At the protest I joined others who introduced themselves and distributed signs--as though I needed one.

I wore a T-shirt that said THIS WAS MY CHRISTIAN SCIENCE "HEALING". And shorts.

Immediately a security guard appeared. "You have to stay on the sidewalk. You can't sit on the benches or go on the lawn. That's church property."

When I'd requested to have my name removed from the membership a dozen years before (eight years before my above-knee amputation) I'd received such a loving letter: Of course, you're always welcome as Christian Science Reading Rooms, church services and lectures. You have our continuing love, and we wish you all the best.

That day: not so much.

We broke for lunch during the meeting, but we were waiting when the members left the church.

The light had taken on a hard slant. The thin stream of people split into two groups, some walking towards the parking garage, the rest towards us and public transportation. I stood at the line we were not allowed to cross. Where plaza met sidewalk. Where Christian Science met reality.

The people coming from the church wore fixed smiles and stared past me. I waited for someone--anyone, just one individual--to look me in the eye.

They just smiled into a horizon only they could see.

"Don't worry!" Seth yelled. "We're not really here! We're a mortal illusion. Just deny us." The way I'd desperately tried to deny the infection that ate at my leg when I was a kid. Denial, the approach still protected by law in dozens of states .

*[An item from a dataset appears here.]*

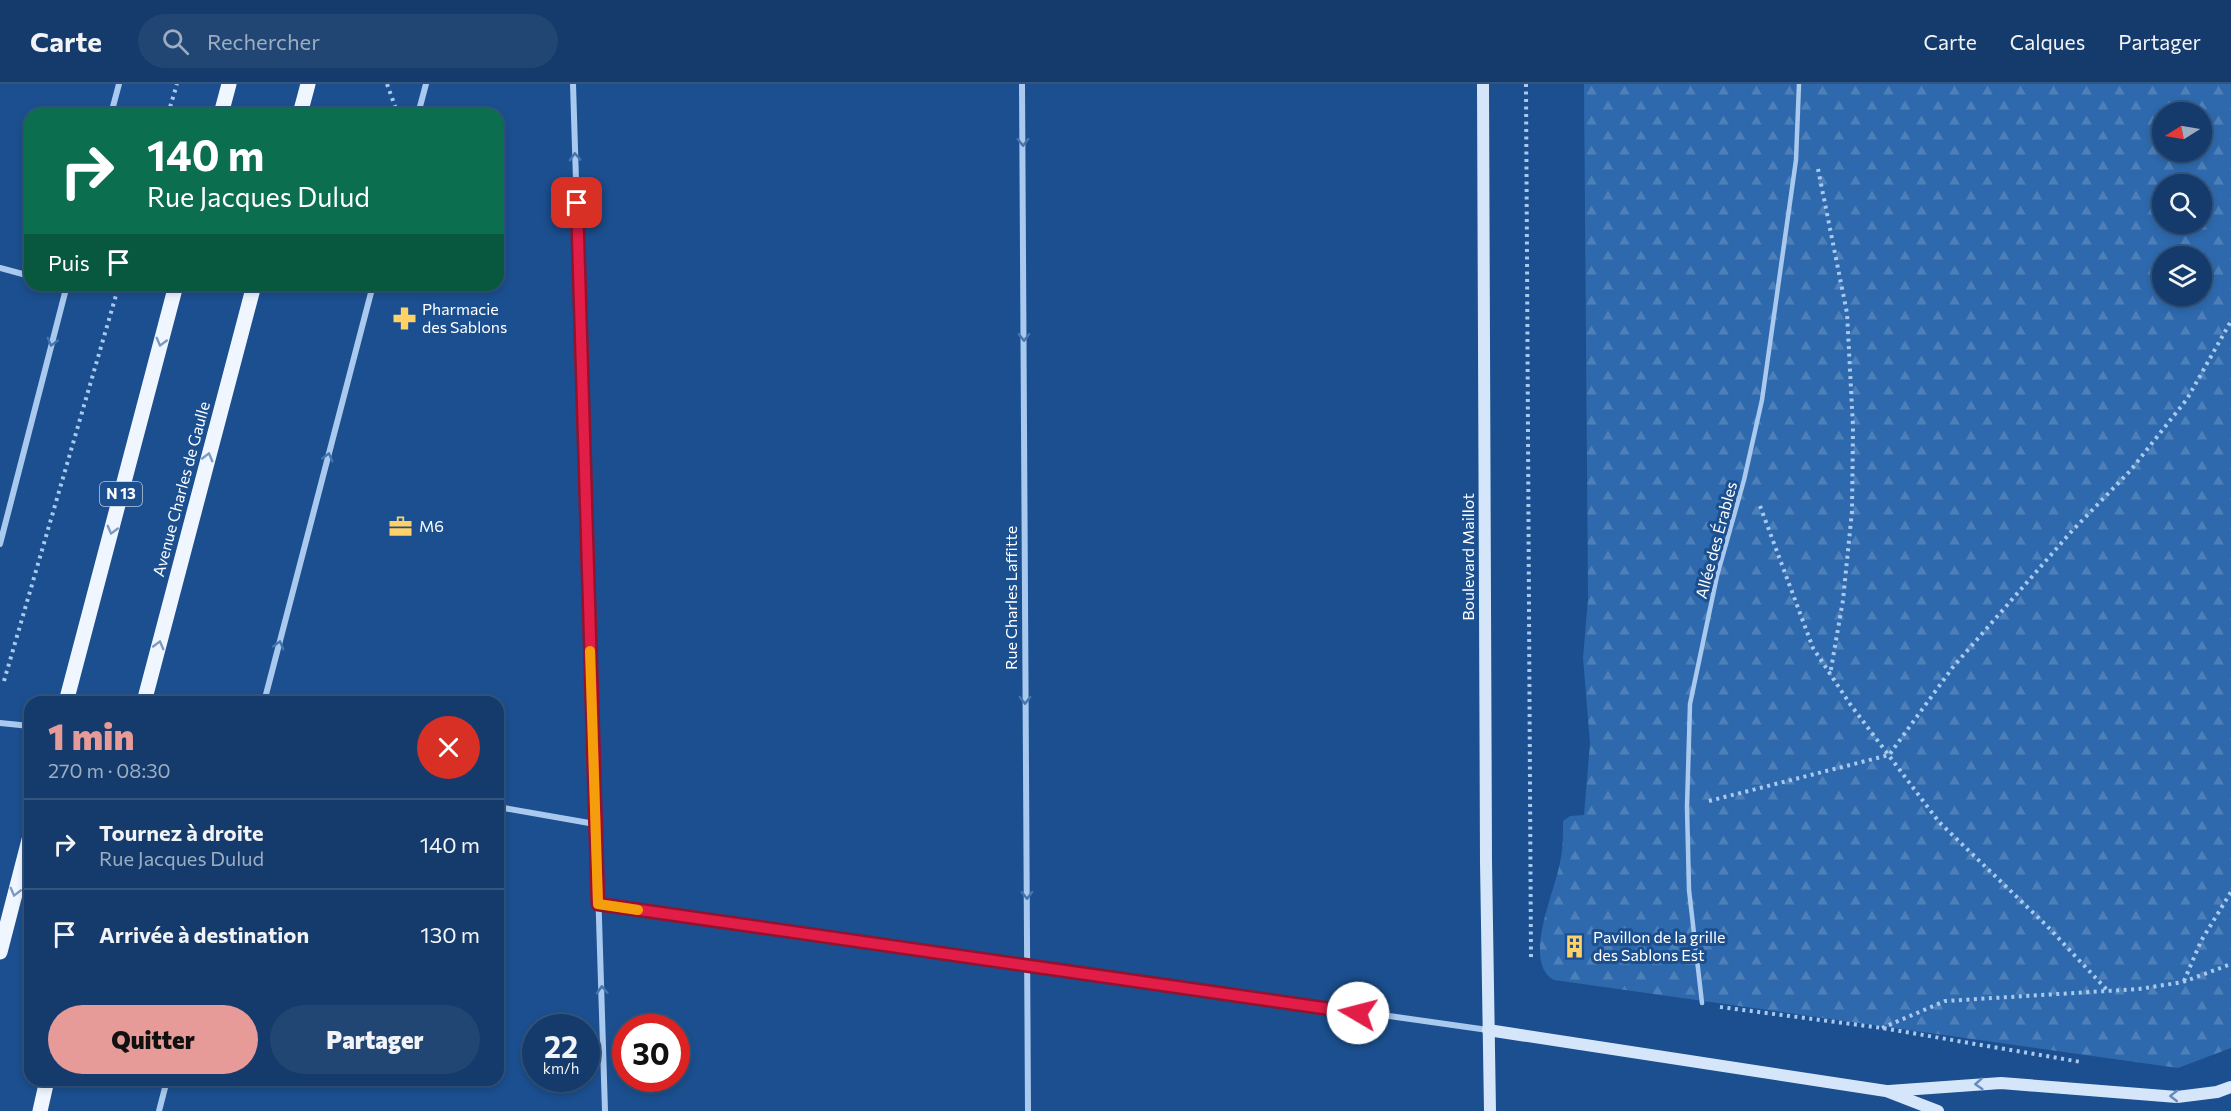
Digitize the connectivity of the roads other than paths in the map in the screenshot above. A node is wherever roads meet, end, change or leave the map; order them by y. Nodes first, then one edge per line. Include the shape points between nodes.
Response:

One distinguished older man couldn't stop from snarling, "Go to hell!" but even then he averted his eyes from mine. Mostly, their faces were frozen, half-grimace, half-smile. Dissociation can almost pass for polite. I still do it myself: zone out when reality is unacceptable.

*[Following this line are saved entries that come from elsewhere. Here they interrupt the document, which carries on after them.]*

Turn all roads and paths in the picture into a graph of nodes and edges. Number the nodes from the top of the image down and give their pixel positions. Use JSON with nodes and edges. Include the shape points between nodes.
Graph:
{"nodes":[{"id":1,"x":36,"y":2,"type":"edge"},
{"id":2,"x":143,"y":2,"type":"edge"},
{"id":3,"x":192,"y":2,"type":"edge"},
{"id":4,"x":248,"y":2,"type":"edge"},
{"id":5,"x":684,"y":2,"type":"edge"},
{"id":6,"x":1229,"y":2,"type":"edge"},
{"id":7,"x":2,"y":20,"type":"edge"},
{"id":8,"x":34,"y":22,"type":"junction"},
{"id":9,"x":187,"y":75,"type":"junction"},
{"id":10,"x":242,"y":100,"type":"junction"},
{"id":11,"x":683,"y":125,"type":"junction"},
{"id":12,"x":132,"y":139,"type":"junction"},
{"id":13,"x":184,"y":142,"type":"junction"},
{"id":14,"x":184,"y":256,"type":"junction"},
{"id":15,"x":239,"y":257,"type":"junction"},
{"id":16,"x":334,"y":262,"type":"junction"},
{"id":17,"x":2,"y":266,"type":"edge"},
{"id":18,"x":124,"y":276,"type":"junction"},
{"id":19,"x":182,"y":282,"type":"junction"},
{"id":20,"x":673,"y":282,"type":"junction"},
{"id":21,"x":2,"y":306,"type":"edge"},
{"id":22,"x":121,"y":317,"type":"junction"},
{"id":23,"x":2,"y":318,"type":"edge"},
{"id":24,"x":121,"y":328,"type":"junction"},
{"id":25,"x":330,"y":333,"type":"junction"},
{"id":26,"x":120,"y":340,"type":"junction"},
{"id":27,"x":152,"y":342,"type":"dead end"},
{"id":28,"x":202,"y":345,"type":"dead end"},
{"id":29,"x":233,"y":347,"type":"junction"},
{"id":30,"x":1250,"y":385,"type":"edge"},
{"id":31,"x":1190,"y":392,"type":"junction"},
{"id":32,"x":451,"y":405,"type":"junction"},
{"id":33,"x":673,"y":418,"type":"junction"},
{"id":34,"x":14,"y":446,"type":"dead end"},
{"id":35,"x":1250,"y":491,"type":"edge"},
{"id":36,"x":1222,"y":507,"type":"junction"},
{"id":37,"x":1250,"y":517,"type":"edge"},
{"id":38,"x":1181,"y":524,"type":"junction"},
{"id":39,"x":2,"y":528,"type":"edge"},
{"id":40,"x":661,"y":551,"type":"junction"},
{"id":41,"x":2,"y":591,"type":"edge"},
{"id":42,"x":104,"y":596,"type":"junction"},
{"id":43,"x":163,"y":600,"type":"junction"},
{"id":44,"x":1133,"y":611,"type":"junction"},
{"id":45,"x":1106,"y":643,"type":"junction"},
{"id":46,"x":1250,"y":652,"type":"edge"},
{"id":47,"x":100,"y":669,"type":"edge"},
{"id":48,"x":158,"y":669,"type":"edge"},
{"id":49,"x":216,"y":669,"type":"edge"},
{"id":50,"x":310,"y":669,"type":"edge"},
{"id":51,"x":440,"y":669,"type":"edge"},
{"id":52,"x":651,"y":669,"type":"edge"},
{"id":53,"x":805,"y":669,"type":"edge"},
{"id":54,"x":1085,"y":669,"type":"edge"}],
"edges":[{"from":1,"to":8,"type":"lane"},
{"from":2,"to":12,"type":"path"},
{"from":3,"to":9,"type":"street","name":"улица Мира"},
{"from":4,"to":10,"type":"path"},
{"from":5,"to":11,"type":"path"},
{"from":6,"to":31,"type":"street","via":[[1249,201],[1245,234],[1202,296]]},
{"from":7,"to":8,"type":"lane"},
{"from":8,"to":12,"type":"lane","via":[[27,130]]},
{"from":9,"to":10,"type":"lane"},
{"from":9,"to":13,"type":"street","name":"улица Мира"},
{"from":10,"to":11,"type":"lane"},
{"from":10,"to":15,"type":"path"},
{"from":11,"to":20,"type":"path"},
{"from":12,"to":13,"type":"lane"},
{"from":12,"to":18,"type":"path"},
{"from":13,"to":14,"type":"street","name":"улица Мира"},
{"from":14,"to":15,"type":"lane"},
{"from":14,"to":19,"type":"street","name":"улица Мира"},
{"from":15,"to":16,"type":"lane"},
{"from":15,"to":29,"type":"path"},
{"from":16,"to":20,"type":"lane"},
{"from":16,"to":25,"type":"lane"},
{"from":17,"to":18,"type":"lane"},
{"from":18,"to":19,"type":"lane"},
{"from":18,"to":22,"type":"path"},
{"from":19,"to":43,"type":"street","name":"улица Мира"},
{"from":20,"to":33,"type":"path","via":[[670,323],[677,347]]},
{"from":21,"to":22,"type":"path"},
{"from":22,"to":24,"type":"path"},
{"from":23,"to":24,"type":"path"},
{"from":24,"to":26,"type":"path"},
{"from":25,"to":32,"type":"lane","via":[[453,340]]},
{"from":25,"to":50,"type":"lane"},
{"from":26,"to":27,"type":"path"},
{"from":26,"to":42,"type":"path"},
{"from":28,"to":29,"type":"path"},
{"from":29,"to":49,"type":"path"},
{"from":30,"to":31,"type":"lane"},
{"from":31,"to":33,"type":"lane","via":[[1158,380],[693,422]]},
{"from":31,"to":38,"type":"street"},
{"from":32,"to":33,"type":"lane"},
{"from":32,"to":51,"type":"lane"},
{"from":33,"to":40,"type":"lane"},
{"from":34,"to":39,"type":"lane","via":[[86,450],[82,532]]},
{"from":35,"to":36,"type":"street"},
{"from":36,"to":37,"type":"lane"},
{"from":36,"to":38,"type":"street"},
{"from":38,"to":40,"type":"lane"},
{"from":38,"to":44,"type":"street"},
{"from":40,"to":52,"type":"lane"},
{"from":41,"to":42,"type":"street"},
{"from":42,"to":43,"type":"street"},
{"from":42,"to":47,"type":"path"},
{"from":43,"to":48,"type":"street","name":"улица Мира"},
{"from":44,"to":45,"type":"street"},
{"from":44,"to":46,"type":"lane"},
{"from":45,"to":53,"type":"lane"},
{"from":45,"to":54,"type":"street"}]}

It's how humans cope. Even if they call themselves Christian Scientists.

Photo credits: Al Grover

Saturday, June 2, 2012

Kneedle

Guess which knee got the needle? No wait, no fair: too easy. One gets an allen wrench.

Ah, cortisone, how do I love thee? Let me count the ways. Those cc's of time travel serum have taken me back a couple years. Not as far as I'd like, not to those first few years after my amputation when I was strong enough on my feet to work as a barista, and even at a plant nursery...but compared to last week? No contest. 

I sat down and wept in the doctor's office when I explained how I'd gotten: if I stood after sitting very long, I couldn't put weight on my right leg. Only lurch and gasp and grab for a handhold. Thinking about getting out my cane. Feeling stalked by a wheelchair. Only after a few minutes would the pain and weakness recede, mostly because of my outstanding ability to ignore them. I need a plan for the future but it's hard to advocate in this frame of mind. Pain clouds my thinking & wears me down. But I insisted: xrays & a referral to an orthopedic surgeon since I haven't seen one in several years. Rx for the TENS unit, though it feels like ordering a new deck chair for the Titanic.

But the needle was good. Today I'm trying to accept I can stand up and walk with only slight pain in the joint. It's still weak. It still grinds. But it doesn't have that fragility of glass ready to shatter. Muscle memory screams Watch out! even when it doesn't hurt. Doctor said the shot should last three to six months, two at the minimum. I heard him but I can't believe it. Disappointments, pain and disability shave away your original sharp edges of hope until you are as streamlined as a torpedo. Always prepared to barrel head down through stormy waters because expectations are a liability. I've worked so hard to learn how to hope again. Still, I recalibrate down to resignation much too easily.

Still. Today feels good. I'm going outside.